▸ **Description of the task**: Whenever a line in the entries includes the word "nodes", copy that line out.

BEGIN Dataset excerpts

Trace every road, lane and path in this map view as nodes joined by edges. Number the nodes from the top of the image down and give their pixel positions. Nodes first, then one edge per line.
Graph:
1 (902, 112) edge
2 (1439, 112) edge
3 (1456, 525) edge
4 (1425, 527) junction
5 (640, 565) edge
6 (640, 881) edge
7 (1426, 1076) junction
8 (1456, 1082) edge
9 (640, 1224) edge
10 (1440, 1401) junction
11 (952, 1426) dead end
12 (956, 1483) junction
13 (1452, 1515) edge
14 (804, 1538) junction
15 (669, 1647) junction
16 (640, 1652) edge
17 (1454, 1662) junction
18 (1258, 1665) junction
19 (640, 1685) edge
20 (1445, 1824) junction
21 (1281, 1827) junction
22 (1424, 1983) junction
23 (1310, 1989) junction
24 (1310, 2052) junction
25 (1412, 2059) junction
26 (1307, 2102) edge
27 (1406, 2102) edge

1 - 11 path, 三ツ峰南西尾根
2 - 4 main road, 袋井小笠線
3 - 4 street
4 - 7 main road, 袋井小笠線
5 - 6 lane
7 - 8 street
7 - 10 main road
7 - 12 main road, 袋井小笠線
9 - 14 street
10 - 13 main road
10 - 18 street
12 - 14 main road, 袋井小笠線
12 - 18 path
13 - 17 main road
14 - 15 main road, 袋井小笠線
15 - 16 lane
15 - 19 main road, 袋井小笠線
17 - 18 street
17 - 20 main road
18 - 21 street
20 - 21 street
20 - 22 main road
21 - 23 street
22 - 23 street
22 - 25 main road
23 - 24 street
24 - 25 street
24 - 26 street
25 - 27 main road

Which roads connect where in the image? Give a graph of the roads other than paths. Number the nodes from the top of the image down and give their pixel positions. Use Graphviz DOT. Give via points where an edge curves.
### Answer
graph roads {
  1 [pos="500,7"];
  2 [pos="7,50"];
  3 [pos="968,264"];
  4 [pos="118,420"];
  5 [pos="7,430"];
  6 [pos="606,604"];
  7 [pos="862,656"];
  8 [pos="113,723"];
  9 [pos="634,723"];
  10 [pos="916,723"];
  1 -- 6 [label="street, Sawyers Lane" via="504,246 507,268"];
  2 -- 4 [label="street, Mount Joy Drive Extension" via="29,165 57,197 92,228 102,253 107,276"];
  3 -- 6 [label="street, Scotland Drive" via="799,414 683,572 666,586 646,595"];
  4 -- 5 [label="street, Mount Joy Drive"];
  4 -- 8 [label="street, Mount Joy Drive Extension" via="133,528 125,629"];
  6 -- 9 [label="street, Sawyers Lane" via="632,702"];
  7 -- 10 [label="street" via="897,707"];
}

END Dataset excerpts

▸ **Exercise result**:
Trace every road, lane and path in this map view as nodes joined by edges. Number the nodes from the top of the image down and give their pixel positions. Nodes first, then one edge per line.
Which roads connect where in the image? Give a graph of the roads other than paths. Number the nodes from the top of the image down and give their pixel positions. Use Graphviz DOT. Give via points where an edge curves.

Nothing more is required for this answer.